Throughout college I was focused on the next step. School had logical steps: from assignment to exam to the next class. If I could just complete one step and move on to the next, I would always be moving forward. I knew that I passed by following the rules and getting good grades. Things were predictable and I felt secure in following these steps. Would always knowing the next step in life help me with finding a job after college?
The closer and closer I got to graduation, the more my focus on the next step slipped. I tried to focus on the next class and the next assignment. But a looming dread was taking over my brain. Eventually my stomach was perpetually in knots and I had trouble sleeping. I’d wake at 3 a.m. feeling like finding a job after college was of the utmost importance at that exact moment. The next step, graduation, did not seem like a next step at all. It felt as if I had to prepare for the rest of my life.
Finding a Job After College
I think it started sometime at the end of sophomore year. That time was especially busy as I applied to study abroad my junior year, and I juggled classes with extracurricular and my own emotional needs. Gradually the panic to figure out my life escalated as I prepared to leave Kenyon and enter this “real world” people kept talking about. I would be booted out of academia and moved into the cutthroat day-to-day of living for the rest of my life.
At least that’s how it felt sometimes. I thought I had to pick the right track to go down. If I didn’t, my life would terrible and all the hard work I put in at school would be for nothing. All the preparation of picking a school and classes and learning from professors and peers would be a constant taunt to my failed decision if I chose the wrong path.
I now realize that I had stopped thinking about the next step. I feared committing to a career and being stuck with it forever. And even now I still struggle with trying to figure out the rest of my life. But how can I figure out what will happen years into the future? I cannot know how every single one of my present decisions will affect the life to come. At the beginning of college I could not have imagined the friendships I would form and the adventures I would have. As much as I may be afraid of the future, so many good things can come. But my present steps are not easy. It’s in hindsight that the narrative becomes something amazing.

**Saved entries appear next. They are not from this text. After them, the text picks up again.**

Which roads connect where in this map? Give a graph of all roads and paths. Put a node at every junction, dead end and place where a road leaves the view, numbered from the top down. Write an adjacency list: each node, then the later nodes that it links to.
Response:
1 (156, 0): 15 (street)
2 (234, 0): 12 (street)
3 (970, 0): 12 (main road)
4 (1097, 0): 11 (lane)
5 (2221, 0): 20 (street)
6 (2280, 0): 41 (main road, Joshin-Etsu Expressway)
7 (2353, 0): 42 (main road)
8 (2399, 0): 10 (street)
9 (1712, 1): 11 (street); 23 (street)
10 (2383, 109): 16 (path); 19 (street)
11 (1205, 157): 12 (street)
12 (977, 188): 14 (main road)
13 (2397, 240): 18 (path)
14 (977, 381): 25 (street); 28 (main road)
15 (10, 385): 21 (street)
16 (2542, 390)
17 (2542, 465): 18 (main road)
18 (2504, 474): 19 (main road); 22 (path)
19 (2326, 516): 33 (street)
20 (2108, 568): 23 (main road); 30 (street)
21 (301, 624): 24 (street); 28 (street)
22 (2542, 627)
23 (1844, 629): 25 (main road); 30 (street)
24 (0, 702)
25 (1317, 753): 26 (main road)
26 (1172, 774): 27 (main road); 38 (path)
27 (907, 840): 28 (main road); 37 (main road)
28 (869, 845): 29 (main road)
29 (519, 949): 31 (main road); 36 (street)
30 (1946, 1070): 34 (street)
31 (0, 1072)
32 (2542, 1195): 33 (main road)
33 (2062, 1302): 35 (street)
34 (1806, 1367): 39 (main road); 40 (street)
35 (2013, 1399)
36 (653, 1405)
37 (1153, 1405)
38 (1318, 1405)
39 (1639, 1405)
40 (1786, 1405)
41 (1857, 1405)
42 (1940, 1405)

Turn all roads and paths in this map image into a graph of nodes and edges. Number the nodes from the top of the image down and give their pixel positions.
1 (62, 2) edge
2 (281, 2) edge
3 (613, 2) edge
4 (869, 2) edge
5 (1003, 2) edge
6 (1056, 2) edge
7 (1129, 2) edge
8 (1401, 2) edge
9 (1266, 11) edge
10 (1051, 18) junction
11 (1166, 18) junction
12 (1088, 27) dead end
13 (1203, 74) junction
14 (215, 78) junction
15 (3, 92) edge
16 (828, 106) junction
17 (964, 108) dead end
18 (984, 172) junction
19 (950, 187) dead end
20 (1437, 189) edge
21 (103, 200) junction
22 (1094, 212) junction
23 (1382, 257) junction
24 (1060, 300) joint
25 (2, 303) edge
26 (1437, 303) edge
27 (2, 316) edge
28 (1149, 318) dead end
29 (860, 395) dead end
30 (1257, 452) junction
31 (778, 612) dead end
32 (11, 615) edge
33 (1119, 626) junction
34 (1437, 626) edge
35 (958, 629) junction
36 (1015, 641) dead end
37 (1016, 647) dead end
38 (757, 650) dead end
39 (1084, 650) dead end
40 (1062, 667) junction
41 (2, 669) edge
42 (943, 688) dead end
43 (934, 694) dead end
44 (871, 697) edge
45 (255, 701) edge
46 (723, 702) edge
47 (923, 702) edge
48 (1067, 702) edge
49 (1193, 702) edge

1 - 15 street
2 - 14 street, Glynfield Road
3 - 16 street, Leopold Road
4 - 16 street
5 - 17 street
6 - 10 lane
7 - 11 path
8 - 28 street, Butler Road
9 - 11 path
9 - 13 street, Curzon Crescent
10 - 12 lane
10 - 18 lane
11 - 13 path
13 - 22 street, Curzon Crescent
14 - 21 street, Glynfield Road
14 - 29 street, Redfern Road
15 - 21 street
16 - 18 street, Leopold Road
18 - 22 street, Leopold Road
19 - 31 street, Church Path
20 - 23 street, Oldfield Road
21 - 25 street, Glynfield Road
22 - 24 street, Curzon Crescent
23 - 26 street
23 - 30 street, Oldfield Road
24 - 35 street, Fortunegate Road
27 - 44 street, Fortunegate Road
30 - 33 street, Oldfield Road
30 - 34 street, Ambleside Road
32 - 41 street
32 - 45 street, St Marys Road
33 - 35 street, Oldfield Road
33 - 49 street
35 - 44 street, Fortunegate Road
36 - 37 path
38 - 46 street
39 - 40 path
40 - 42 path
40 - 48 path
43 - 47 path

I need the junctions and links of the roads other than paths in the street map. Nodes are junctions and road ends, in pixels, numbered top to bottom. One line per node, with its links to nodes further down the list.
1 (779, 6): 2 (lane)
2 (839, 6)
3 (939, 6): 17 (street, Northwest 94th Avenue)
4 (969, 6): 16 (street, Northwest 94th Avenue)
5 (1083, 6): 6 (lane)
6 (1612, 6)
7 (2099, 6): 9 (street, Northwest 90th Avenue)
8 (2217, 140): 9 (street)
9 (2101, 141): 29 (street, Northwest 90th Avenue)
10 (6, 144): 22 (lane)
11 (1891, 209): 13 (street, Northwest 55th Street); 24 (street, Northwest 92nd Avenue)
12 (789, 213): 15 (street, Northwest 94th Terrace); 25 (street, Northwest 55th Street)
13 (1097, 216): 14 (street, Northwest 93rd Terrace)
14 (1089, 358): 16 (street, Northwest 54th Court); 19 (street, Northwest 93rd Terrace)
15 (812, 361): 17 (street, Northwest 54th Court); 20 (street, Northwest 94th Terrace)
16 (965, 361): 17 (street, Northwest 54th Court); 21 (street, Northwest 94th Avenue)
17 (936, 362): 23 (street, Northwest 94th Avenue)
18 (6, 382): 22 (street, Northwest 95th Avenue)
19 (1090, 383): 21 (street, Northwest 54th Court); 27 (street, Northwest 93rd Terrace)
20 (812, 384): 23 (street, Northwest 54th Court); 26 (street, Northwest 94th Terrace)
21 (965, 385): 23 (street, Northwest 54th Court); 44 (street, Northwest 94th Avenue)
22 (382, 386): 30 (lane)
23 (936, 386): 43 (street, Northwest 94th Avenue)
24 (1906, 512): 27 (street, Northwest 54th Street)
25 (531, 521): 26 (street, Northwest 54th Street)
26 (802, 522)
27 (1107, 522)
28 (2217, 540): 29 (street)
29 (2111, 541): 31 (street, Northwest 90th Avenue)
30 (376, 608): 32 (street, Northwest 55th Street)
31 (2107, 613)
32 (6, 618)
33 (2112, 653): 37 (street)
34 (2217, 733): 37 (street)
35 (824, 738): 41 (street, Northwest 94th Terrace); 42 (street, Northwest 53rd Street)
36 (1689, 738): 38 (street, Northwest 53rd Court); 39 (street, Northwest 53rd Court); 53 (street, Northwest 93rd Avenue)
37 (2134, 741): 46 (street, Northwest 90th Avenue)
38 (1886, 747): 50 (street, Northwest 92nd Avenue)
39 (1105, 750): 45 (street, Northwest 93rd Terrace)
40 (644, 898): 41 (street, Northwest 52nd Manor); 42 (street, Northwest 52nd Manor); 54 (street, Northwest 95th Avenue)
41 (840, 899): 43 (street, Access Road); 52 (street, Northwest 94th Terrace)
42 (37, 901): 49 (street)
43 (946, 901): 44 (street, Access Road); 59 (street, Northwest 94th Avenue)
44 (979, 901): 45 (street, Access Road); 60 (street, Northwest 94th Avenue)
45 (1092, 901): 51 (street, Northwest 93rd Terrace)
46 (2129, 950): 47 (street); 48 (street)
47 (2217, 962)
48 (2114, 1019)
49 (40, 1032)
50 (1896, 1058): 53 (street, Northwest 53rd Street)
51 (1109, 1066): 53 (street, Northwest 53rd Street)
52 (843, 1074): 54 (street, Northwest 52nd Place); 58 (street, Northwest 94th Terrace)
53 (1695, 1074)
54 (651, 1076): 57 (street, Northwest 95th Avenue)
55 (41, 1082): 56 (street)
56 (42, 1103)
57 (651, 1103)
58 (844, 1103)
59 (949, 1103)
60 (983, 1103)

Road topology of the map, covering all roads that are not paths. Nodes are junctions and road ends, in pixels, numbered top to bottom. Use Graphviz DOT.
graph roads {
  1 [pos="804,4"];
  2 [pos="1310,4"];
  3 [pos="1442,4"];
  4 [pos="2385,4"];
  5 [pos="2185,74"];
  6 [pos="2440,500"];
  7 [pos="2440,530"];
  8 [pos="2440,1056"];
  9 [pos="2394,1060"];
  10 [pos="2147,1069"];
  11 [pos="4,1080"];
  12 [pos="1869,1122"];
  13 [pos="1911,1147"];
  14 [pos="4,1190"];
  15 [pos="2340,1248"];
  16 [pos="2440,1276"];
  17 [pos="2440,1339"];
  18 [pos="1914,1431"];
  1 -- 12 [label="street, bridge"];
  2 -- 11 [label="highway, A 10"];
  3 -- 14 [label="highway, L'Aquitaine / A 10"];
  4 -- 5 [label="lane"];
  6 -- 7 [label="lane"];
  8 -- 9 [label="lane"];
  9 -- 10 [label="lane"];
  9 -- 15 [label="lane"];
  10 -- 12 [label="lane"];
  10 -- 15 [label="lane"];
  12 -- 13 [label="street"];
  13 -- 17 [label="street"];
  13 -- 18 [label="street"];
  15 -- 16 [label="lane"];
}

What Do I Want To Do With My Life?
A year ago I was worried about completing college. And now I know that I survived it, that I accomplished something, and that I’m still moving forward. It takes slogging through life to get to the next step, but focusing on the next step keeps me from being paralyzed by the vast thought of the entire future and its possibilities.
So I do not have to figure out what to do for the rest of my life, but instead figure out what to do next in life. Telling myself this calms me down from panic. I can think of what I can do next, to try something that may benefit me. Because even if it is not the perfect fit of a job, at least I am learning and gaining some experience.
It is scary to think that the next steps are much more uncertain than they were in my school career. In “real life” outside of school I am moving toward something, but exactly what the future holds is a mystery. Perhaps that is all they were trying to prepare us for when tackling the “real world,” to face what seems so uncertain without clear structure of rules, and yet to learn and to try and to keep growing. It takes practice and persistence. I think that is what going step by step instills. So there may not be one right answer, but I can build off of the experiences gained and lessons learned at each step. I can make a life.
Figuring Out The First Step Out Of College
Right now one of my next steps includes job finding to try out a career in a different path. In my terror of picking one way to live for the rest of my life while finishing up my studies at Kenyon, I missed some opportunities to explore those career tracks. And yet it is not too late. I have a paying job, an important step to paying back student loans and to learn more lessons about work. These choices do not have to be perfect ones. They can’t be. So I will work with them.
College life was four years of my sixteen years in school. While it is a big transition to go from student to graduate, it does not mean that each part of my life is so inflexible that I am always defined by one part. Going into the real world does not prevent me from ever learning and changing. I take my college life with me in the lessons I learned and the mentorships and friendships I carry with me. I’m a writer, a reader, now a blogger, and who knows what else I will add to that list. I will find out. There are many possibilities and many ways to keep moving forward in life, one step at a time.